Two green wave leaders hanged in Iran
Two political activists involved in the 2009 post-presidential election protest movement are hanged this morning. Iranian authorities have hanged 99 people in the past month, but the number of extrajudicial executions could be even higher.

Tehran (AsiaNews) – The Iranian regime continues to eliminate leading figures from the 2009 social protest movement, known as the “green wave”, causing few ripples across the world. The authorities confirmed that this morning two political activists, Jafar Kazemi and Mohammad Ali Hajaghaei, were hanged, the Tehran prosecutor's office announced. They had been arrested during the demonstrations against President Ahmadinejad’s re-election. US Secretary of State Hillary Clinton had urged Iranian authorities to show clemency but to no avail.

And so the crackdown against demonstrators continues. Ayatollah Vaez Tabasi, the custodian of Imam Reza shrine, renewed his attacks green wave leaders, calling them “seditious leaders who fight against Islam to promote ignorance and oppose Iran’s supreme leader”.

Speaking at a ceremony commemorating the shrine’s foundation, the ayatollah said “severe measures” should be taken against demonstrators.

With the latest hangings, the total number of executions has reached 99 in the past month.

Official sources show that Iranian courts sentenced to death alleged terrorists, drug traffickers and “seditious leaders” between 19 December and 24 January. On 22 December 2010 alone, 22 executions were carried—the single bloodiest day in the country’s modern history.
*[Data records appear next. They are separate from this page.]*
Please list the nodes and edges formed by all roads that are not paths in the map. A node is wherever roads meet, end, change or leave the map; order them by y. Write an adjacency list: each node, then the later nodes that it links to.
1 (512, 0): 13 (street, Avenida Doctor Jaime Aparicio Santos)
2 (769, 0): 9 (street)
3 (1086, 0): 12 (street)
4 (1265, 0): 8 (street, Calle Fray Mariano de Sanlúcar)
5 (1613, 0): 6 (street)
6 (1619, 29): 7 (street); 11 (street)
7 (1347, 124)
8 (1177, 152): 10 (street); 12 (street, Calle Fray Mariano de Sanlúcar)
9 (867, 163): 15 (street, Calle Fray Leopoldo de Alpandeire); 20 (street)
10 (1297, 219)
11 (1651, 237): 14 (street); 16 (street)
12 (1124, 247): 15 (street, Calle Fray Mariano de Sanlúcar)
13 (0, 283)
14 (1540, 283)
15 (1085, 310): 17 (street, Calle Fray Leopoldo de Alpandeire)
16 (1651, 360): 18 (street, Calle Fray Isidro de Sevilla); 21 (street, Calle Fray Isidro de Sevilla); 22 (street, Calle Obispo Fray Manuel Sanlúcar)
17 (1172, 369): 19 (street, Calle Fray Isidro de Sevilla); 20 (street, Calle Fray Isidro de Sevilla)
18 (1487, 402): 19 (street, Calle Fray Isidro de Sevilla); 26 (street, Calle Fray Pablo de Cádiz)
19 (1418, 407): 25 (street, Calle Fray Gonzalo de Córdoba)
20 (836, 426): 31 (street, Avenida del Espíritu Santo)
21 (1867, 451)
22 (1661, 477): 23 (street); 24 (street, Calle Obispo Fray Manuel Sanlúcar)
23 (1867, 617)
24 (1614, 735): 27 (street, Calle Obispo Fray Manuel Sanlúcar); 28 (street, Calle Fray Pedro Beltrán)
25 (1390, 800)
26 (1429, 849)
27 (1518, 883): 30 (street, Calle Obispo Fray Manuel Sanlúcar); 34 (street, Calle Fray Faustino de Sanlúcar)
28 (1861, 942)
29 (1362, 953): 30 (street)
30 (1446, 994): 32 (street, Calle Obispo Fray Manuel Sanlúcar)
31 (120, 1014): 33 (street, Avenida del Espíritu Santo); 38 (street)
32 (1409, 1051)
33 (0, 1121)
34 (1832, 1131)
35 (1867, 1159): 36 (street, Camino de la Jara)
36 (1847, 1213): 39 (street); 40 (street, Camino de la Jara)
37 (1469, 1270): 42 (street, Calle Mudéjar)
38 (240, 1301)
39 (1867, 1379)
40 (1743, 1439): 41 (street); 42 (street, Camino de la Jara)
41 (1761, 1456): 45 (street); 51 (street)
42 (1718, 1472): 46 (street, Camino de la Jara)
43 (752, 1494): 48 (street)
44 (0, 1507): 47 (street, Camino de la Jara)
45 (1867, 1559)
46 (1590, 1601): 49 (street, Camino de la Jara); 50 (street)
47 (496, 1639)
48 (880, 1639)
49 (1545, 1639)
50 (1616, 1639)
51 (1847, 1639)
At the same time, fears are growing that extra-judicial executions are being carried out on an almost daily basis, unreported in official data.

Iranian judges “find it very difficult to sentence to death student protest leaders not involved in acts of violence,” a source tell AsiaNews. “For this reason, they rely on unscrupulous prison guards who kill defendants inside detention facilities.